* PROMPT:
Pick each line containing "image" out of the records.

(Saved entries)
--

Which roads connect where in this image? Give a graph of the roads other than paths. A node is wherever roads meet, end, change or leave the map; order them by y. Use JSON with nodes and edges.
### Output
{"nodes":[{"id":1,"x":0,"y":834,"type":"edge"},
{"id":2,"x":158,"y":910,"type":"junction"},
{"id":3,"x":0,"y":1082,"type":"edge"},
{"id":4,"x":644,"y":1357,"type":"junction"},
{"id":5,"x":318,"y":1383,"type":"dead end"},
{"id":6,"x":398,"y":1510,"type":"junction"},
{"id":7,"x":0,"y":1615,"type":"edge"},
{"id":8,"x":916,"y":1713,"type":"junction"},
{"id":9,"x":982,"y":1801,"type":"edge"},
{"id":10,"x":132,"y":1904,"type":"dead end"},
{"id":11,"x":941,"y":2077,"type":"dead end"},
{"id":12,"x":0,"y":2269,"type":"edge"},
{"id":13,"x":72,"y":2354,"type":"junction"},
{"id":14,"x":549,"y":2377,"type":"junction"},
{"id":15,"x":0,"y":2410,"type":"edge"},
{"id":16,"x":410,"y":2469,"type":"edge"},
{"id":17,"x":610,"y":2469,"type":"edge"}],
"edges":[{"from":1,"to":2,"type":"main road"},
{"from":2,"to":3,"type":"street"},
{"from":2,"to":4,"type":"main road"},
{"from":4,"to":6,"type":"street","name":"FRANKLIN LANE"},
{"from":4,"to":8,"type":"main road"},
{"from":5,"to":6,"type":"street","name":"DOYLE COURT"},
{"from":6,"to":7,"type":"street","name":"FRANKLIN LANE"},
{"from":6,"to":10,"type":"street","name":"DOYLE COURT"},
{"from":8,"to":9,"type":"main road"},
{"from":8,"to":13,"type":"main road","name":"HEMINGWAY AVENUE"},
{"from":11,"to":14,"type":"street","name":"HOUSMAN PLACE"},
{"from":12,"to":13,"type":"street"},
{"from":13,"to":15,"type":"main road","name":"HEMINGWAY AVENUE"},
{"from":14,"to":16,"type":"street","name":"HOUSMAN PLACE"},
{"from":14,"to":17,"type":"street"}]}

--

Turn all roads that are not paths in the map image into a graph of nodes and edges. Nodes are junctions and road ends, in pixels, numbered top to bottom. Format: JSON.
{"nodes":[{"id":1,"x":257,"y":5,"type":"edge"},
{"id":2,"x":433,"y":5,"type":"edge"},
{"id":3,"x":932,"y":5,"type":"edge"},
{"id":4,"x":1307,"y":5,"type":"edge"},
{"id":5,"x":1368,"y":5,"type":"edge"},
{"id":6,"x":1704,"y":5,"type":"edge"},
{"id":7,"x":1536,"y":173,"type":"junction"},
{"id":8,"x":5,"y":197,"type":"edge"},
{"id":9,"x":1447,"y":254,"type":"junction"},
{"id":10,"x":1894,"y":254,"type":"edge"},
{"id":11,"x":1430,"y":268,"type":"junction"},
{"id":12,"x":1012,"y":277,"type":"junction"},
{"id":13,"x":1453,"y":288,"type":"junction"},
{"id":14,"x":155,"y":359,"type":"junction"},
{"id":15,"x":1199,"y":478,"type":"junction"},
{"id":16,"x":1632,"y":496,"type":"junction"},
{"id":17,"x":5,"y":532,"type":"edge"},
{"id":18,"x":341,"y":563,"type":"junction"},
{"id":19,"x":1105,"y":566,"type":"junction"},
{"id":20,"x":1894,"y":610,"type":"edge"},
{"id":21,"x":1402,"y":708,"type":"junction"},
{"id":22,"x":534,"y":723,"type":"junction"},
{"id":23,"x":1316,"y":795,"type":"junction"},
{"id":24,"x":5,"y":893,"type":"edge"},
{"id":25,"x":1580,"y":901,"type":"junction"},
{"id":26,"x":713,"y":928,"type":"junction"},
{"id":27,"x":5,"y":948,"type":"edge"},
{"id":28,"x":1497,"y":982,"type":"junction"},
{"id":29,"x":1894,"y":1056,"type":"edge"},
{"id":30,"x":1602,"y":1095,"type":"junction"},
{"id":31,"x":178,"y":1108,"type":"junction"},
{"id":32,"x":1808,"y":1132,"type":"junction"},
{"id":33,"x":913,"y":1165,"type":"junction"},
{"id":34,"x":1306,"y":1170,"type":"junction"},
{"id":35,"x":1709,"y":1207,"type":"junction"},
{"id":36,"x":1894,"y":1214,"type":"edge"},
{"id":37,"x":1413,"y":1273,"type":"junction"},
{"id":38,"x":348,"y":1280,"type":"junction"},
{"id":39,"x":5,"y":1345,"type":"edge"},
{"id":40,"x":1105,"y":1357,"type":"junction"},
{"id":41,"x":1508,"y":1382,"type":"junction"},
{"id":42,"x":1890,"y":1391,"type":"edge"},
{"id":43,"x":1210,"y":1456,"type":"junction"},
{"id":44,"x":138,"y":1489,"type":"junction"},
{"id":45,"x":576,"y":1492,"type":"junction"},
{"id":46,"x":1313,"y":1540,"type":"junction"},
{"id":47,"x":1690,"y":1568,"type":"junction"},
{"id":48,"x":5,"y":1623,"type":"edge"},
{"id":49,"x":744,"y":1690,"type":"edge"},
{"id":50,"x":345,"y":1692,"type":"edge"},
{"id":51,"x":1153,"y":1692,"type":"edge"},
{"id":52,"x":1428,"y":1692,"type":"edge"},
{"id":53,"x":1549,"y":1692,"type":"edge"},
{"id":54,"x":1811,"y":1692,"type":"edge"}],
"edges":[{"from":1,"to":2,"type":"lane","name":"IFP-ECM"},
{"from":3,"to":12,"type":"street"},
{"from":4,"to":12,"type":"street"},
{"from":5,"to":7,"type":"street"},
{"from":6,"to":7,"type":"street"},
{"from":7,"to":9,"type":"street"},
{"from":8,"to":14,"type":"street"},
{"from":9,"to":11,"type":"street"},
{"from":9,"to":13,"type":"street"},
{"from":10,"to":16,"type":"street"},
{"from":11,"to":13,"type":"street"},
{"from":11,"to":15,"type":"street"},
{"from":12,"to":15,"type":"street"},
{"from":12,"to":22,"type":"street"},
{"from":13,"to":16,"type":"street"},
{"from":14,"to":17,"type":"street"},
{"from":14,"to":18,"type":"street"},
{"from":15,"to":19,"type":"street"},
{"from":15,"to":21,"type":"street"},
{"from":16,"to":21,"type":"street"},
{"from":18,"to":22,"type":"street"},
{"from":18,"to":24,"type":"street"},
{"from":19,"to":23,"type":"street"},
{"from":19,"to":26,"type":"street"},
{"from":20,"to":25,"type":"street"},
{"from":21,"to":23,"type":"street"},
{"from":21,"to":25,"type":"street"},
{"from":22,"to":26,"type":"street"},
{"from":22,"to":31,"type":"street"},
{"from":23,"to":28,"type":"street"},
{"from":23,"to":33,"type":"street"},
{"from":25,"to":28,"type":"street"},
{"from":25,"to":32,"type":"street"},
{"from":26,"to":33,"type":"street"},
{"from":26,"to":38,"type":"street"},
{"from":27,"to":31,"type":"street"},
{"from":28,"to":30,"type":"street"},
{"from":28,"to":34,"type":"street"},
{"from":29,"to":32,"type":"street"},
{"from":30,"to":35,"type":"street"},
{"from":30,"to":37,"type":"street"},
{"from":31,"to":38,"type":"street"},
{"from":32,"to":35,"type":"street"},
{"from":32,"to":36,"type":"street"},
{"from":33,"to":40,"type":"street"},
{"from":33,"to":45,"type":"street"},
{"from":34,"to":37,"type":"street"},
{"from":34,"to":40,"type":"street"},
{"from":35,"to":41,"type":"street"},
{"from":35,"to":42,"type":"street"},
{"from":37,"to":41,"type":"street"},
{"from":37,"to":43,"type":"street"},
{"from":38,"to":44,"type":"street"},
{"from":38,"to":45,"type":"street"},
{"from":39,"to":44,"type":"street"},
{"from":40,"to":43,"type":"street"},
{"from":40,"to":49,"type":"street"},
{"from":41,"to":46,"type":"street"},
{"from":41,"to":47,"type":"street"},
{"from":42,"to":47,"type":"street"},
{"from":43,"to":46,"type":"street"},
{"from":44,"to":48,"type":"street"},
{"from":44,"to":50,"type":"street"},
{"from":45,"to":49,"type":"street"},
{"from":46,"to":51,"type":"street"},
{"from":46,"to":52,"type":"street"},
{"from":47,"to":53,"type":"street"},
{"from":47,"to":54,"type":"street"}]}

--

* ANSWER BOX:
Which roads connect where in this image? Give a graph of the roads other than paths. A node is wherever roads meet, end, change or leave the map; order them by y. Use JSON with nodes and edges.
Turn all roads that are not paths in the map image into a graph of nodes and edges. Nodes are junctions and road ends, in pixels, numbered top to bottom. Format: JSON.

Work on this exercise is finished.